Increased Partisan Divide in Views of Muslims and Islam Post-9/11
In the aftermath of 9/11, amid concerns about potential backlash against Muslims in the U.S., President George W. Bush delivered a speech at the Islamic Center in Washington, D.C., declaring, “Islam is peace.” For a brief period, a significant portion of Americans concurred. In November 2001, 59% of U.S. adults held a favorable view of Muslim Americans, up from 45% in March 2001, with similar majorities across party lines expressing positive opinions.
This unity was short-lived. A September 2001 survey showed 28% of adults reporting increased suspicion of people of Middle Eastern descent, rising to 36% within a year. Republicans, in particular, increasingly linked Muslims and Islam with violence. In 2002, 25% of Americans, including 32% of Republicans and 23% of Democrats, believed Islam was more prone to encourage violence than other religions. Approximately twice as many (51%) disagreed. However, within a few years, most Republicans and GOP leaners believed Islam was more likely to encourage violence. Currently, 72% of Republicans hold this view, according to an August 2021 survey. Democrats have consistently been less likely than Republicans to associate Islam with violence. In the latest survey, 32% of Democrats hold this view. However, this is a slight increase from 2019, when 28% of Democrats expressed this belief.
The partisan divide in views of Muslims and Islam in the U.S. is further evident. A 2017 survey found that half of U.S. adults believed “Islam is not part of mainstream American society,” a view held by nearly 70% of Republicans (68%) but only 37% of Democrats. In a separate 2017 survey, 56% of Republicans perceived significant extremism among U.S. Muslims, compared to less than half as many Democrats (22%). The rise of anti-Muslim sentiment after 9/11 has profoundly impacted the growing Muslim population in the United States. Surveys of U.S. Muslims from 2007-2017 revealed increasing reports of personal discrimination and public expressions of support.

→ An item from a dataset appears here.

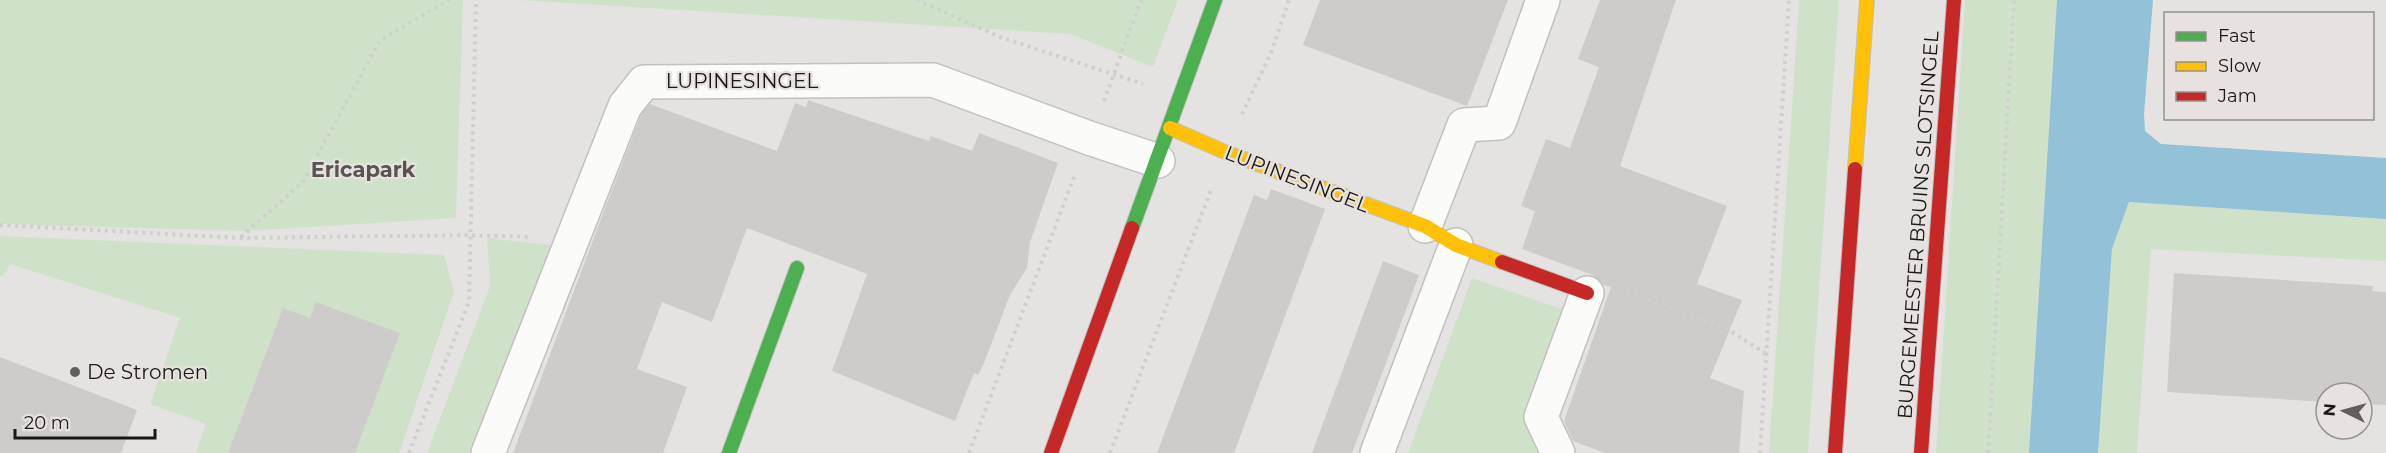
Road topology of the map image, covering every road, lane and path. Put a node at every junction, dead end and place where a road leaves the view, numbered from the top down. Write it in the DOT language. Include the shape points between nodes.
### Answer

Two decades have passed since the terrorist attacks on the World Trade Center and Pentagon, and the crash of Flight 93. For those who remember, September 11, 2001, remains an unforgettable day. It fundamentally reshaped American perspectives on war, peace, personal safety, and national identity. The recent turmoil in Afghanistan marks the beginning of a new, uncertain chapter in the post-9/11 era.